La bellezza del coraggio, questo il titolo dell’incontro tenuto Sabato 28 Ottobre presso il castello Pandone. L’isiss A. Giordano in collaborazione con l’Ass. Agorà ha ospitato la Senatrice Rosaria Capacchione, autrice del libro “L’oro della Camorra”. Un dibattito interessante nell’ambito del progetto “I giovani e la legalita” che ha visto proprio questi ultimi al centro dell’attenzione. Gli studenti infatti, presi dalle tematiche oggetto di numerosi studi della Capacchione, le hanno sottoposto una serie di quesiti sintetizzando e porgendo all’ascolto dei presenti ogni aspetto del suo libro.
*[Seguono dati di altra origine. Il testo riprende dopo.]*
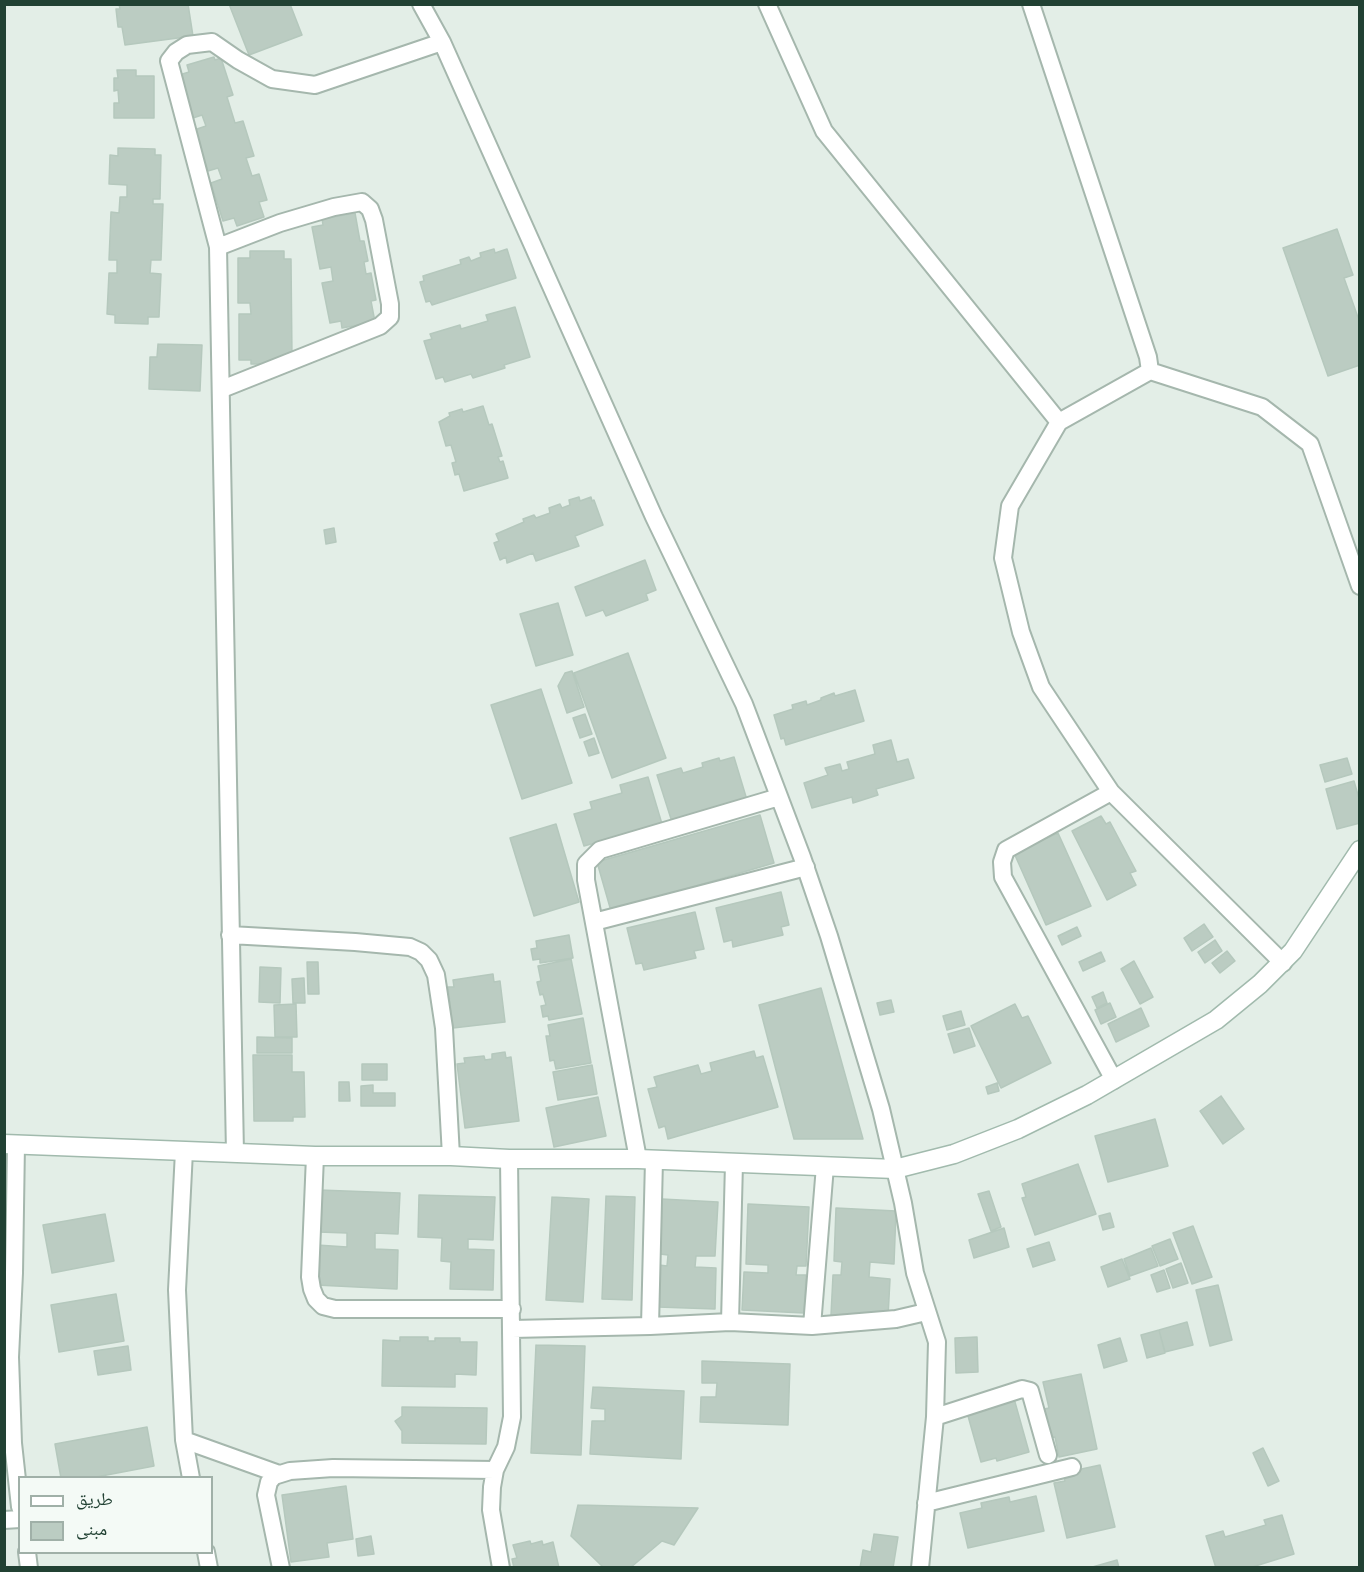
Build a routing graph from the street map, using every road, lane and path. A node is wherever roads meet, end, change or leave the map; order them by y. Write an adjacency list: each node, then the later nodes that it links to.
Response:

E’ emersa la capacità di questa donna di non stancarsi mai e di continuare a credere che il lavoro di ogni singolo può cambiare l’aspetto dell’umanità. Combattere la Mafia non tocca sempre e solo agli altri, tocca anche a noi. La voce narrante della storia di una Campania disarmata, di un mezzogiorno violentato da chi antepone il potere – nel senso pessimistico del termine – al bene comune. I Giovani non devono vedere questa terra come un luogo dal quale allontanarsi, essa custodisce il bello, ma solo chi davvero vuole può sapere come recuperarlo. L’immagine più viva nei ragazzi è stata quella di una persona che ha voluto mettere a disposizione del mondo la sua cultura, l’ha voluta mettere a loro disposizione perché vittima di un gioco sbagliato. Le sue parole: Se tutti i giornalisti avessero fatto i giornalisti oggi non sarei in queste condizioni, sotto scorta. L’errore è stato quello di far passare l’anormale in qualcosa di normale. La Capacchione aveva parlato di cose pubbliche di cui nessun altro aveva mai parlato sconvolgendo in questo modo ogni piano. La bellezza del coraggio, conclude, sta proprio nel coraggio di scegliere la bellezza che risiede nella capacità dell’uomo di -voler- scegliere la verità.